You get similar results if you go through the same process for laptops.

Kam could get $470 dollars worth of repairs on her $80 computer before she exceeded the cost of buying a new one. Given that her old machine had XP on it and she only upgraded because work required her to, not because the machine wasn’t keeping up, she clearly isn’t maxxing her machines out to the limits of their capabilities. A 2 to 5 year old machine would probably fulfil her needs for some years to come. It might be a older if it was originally a Vista machine, but my point stands.

Thanks for all your replies folks! :smiley:

The ‘repair’ to be originally done was adding **3gig **of RAM, and cleaning out mal/spyware and other evil viruses that the repairer assured me were infecting my system.
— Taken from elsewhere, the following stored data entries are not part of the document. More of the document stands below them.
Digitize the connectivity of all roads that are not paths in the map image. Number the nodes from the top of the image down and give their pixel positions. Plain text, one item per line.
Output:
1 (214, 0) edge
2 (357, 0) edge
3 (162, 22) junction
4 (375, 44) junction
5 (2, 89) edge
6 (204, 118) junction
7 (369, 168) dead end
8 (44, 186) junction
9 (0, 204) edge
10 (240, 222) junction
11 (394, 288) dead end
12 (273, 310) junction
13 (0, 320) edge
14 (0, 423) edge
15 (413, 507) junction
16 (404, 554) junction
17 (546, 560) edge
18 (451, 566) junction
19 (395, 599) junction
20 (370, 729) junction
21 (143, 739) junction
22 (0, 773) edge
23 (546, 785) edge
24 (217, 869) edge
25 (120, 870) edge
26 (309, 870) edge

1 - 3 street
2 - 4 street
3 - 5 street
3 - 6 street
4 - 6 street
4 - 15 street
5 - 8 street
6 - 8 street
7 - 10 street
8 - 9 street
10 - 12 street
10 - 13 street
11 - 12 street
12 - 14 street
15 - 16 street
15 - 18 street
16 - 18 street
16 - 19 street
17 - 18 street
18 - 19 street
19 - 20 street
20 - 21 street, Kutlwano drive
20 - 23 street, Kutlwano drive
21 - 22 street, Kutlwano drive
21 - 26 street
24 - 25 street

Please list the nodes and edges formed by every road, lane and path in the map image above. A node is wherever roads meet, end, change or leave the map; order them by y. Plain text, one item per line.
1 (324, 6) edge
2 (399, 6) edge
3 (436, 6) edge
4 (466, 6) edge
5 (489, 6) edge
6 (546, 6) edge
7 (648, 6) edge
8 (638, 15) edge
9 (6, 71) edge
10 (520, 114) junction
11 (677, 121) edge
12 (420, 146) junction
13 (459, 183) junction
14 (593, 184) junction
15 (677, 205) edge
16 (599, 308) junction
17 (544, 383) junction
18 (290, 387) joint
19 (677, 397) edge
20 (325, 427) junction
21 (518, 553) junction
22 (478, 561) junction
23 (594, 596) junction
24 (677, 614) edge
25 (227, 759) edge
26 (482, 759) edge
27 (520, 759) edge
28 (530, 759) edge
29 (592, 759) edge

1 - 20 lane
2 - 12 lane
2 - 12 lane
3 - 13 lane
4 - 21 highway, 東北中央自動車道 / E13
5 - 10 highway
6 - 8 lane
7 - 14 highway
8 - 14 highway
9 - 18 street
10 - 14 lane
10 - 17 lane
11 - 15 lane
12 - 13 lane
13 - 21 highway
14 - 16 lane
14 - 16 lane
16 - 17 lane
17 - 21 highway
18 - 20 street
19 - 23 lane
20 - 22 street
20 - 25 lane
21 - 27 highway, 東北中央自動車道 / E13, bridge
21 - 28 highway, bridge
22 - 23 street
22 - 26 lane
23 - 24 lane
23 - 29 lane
After I chucked a hissy-fit, the offer was 2gig of RAM, and same disinfecting.

But just to piss me off even more, they rang yesterday to tell me the computer was ready for picking up by 11am today…but as I was working, couldn’t do the pickup until 2.00pm. All good, right? “No worries”.

I was there at 2.06pm, and of COURSE, the computer wasn’t quite ready yet was it?? “G’is an hour love, it’ll be ready by then!!” :: rolleyes ::

Looks like this might be turning into a battle of wills…and I don’t lose these battles. Fuck me over, you’ll be the loser mate. I am more than prepared to toss the computer into the recycle bin and wear the cost…but your business will lose more than I ever will!